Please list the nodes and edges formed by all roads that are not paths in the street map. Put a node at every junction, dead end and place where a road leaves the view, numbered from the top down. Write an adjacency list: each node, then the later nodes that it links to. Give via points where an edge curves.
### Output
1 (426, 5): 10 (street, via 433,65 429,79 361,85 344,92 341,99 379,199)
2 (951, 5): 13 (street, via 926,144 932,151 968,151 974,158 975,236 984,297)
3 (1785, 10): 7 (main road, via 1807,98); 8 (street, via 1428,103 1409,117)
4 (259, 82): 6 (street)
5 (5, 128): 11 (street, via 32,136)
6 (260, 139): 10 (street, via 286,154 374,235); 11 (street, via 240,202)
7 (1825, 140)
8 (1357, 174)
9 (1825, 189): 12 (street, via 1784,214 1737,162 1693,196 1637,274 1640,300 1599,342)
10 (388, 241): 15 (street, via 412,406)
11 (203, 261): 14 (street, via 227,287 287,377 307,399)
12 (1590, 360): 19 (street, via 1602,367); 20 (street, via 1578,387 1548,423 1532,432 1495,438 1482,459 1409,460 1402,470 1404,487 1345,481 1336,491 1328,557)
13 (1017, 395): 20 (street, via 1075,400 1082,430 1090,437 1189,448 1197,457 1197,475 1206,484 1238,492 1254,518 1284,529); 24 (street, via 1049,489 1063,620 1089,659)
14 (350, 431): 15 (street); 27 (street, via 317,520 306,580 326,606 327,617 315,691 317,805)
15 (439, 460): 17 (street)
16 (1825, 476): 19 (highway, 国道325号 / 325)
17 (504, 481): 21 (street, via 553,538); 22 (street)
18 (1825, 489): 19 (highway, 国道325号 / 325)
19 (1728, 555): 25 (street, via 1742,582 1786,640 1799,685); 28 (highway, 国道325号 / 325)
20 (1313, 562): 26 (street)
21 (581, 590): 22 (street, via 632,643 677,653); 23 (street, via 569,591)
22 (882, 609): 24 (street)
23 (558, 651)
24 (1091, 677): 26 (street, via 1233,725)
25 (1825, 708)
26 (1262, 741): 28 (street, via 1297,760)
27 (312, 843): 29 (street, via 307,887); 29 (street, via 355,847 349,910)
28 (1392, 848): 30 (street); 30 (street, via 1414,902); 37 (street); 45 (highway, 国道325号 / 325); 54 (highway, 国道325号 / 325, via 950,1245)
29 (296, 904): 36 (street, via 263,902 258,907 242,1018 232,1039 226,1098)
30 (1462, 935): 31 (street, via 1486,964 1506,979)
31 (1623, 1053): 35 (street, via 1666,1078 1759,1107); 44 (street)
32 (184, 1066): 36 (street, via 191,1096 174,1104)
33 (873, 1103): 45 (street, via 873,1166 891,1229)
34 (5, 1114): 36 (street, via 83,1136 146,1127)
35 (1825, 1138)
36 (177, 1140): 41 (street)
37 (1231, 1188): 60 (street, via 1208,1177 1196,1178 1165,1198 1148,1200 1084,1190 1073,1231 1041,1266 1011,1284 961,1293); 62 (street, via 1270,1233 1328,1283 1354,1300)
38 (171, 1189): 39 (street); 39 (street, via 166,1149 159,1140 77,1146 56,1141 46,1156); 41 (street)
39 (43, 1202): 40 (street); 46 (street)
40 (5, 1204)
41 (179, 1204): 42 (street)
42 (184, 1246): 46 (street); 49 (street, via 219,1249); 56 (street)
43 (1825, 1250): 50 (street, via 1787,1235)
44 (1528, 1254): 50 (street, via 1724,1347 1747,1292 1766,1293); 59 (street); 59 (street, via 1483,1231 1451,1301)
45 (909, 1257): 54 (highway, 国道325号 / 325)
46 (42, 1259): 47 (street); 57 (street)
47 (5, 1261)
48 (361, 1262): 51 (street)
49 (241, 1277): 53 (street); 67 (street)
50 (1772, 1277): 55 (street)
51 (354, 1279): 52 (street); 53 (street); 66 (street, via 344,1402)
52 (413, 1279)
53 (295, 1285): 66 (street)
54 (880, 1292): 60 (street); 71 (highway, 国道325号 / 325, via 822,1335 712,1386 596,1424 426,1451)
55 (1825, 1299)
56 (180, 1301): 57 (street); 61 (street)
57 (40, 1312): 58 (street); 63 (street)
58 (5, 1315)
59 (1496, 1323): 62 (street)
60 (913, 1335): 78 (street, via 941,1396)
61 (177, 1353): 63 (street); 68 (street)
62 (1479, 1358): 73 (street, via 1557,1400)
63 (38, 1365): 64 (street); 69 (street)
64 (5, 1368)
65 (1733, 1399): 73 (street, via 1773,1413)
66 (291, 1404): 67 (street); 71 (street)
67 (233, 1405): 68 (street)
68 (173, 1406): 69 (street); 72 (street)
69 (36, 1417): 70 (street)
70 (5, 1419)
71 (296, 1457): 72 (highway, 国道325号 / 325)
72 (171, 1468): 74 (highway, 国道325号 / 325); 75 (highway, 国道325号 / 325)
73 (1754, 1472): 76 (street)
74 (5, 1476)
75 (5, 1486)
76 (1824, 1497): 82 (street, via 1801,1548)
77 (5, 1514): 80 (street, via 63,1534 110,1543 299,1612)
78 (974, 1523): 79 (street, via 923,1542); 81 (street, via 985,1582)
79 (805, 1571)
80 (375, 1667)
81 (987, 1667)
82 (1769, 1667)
-*-
> Assigned task
Check each line above for the word "road" and copy the ones that have it.

> Reply to the exercise
Please list the nodes and edges formed by all roads that are not paths in the street map. Put a node at every junction, dead end and place where a road leaves the view, numbered from the top down. Write an adjacency list: each node, then the later nodes that it links to. Give via points where an edge curves.
3 (1785, 10): 7 (main road, via 1807,98); 8 (street, via 1428,103 1409,117)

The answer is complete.